Se, do lado de lá do oceano, o grande debate que inundou a praça pública foi sobre racismo, violência policial e uso de força bruta e discriminatória por parte das autoridades, deste lado, a discussão é sobre racismo sistémico e violência (a própria agência dos direitos humanos das Nações Unidas avisou as autoridades francesas de que “este é um momento para o país abordar seriamente as questões profundas do racismo e da discriminação racial na aplicação da lei”), mas é também sobre imigração e más condições de vida.

Nahel foi a enterrar neste sábado. Filho único, estudante ocasional, entregador de pizzas, já conhecido da polícia por delitos menores, francês com ascendência magrebina, morreu na sequência de um disparo que o atingiu no peito, depois de ter tentado escapar de uma operação “stop” por supostas infracções de trânsito. Tudo filmado e partilhado quase em directo. Ninguém devia morrer num contexto desses. Nem em Nanterre, nem em Mineápolis.

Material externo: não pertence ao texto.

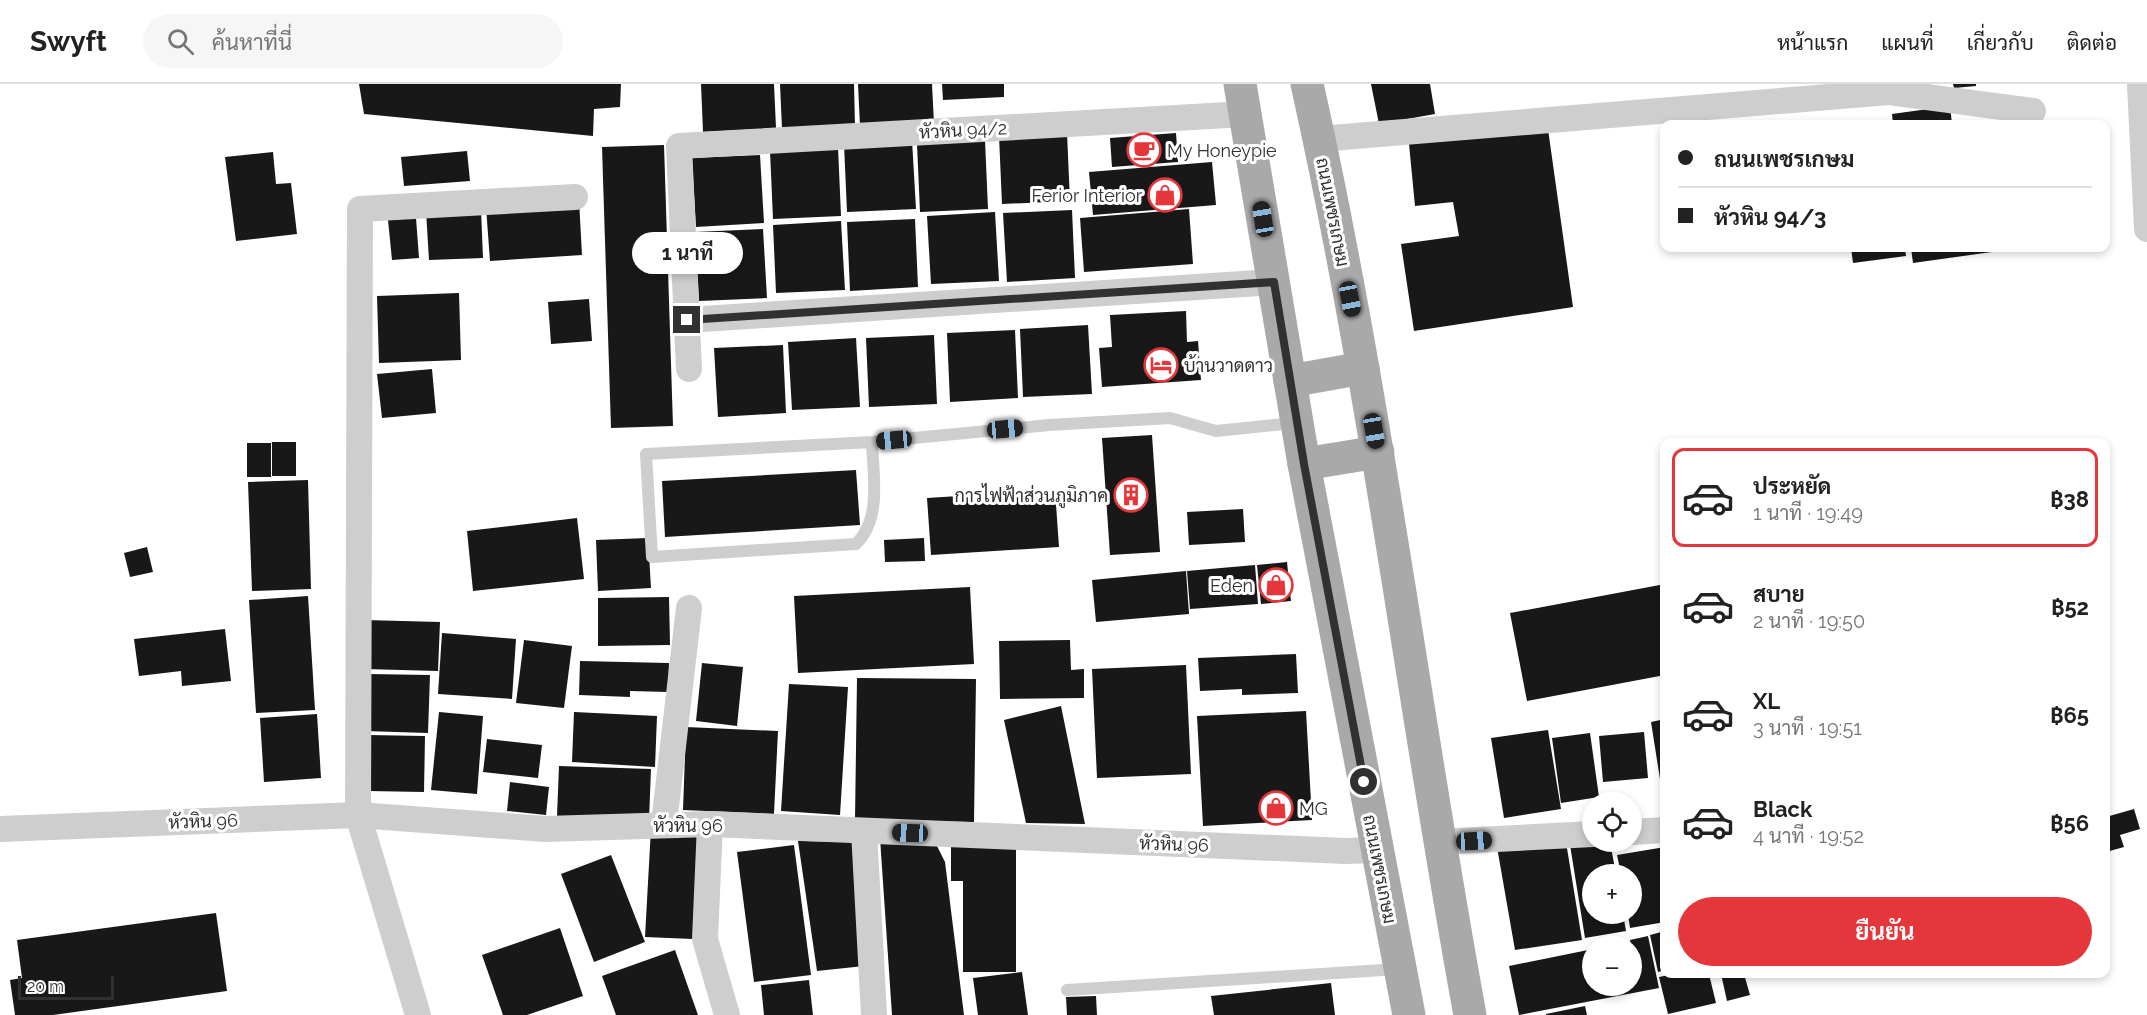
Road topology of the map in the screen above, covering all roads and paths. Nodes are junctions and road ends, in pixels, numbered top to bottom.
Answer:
1 (1307, 84) edge
2 (2140, 84) edge
3 (1889, 88) edge
4 (1243, 99) edge
5 (2033, 111) dead end
6 (2145, 128) edge
7 (1319, 139) junction
8 (575, 197) dead end
9 (2147, 230) edge
10 (1274, 282) junction
11 (687, 320) junction
12 (1363, 368) junction
13 (689, 369) dead end
14 (1290, 381) junction
15 (1297, 423) junction
16 (872, 442) junction
17 (1378, 452) junction
18 (1304, 464) junction
19 (689, 608) dead end
20 (358, 815) junction
21 (664, 824) junction
22 (710, 824) junction
23 (0, 829) edge
24 (1660, 830) edge
25 (864, 831) junction
26 (1642, 831) edge
27 (1582, 835) edge
28 (1438, 842) junction
29 (1377, 850) junction
30 (1400, 969) junction
31 (1067, 990) dead end
32 (418, 1015) edge
33 (727, 1015) edge
34 (874, 1015) edge
35 (1409, 1015) edge
36 (1470, 1015) edge

1 - 7 main road, ถนนเพชรเกษม
2 - 6 street
3 - 5 street
3 - 7 street
4 - 10 main road, ถนนเพชรเกษม
4 - 11 street, หัวหิน 94/2
6 - 9 street
7 - 12 main road, ถนนเพชรเกษม
8 - 20 street
10 - 11 street
10 - 14 main road, ถนนเพชรเกษม
11 - 13 street
12 - 14 main road
12 - 17 main road, ถนนเพชรเกษม
14 - 15 main road, ถนนเพชรเกษม
15 - 16 lane
15 - 18 main road, ถนนเพชรเกษม
16 - 16 lane
17 - 18 main road
17 - 28 main road, ถนนเพชรเกษม
18 - 29 main road, ถนนเพชรเกษม
19 - 21 street
20 - 21 street, หัวหิน 96
20 - 23 street, หัวหิน 96
20 - 32 street
21 - 22 street, หัวหิน 96
22 - 25 street, หัวหิน 96
22 - 33 street
24 - 26 street
25 - 29 street, หัวหิน 96
25 - 34 street
27 - 28 street
28 - 36 main road, ถนนเพชรเกษม
29 - 30 main road, ถนนเพชรเกษม
30 - 31 lane
30 - 35 main road, ถนนเพชรเกษม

Apesar das diferenças já referidas, não há como não rever, nos protestos violentíssimos e descontrolados que a sua morte desencadeou em França, os tumultos que o assassinato de George Floyd gerou em 2020 nos Estados Unidos. É a mesma bipolarização e o mesmo pecado original: a falta de respostas sociais ou de políticas públicas para os problemas concretos dos sectores mais desfavorecidos da sociedade.

Há um problema em França (que está, sem dúvida, a gerar muitos outros) e o perigo de contágio a alguns países da Europa é real. Mas enquanto o poder acreditar que o verdadeiro problema está nos milhares de carros incendiados, nas centenas de pessoas detidas e nas redes sociais, os adolescentes que protestam não vão desarmar. E não há pais que os “prendam” em casa.»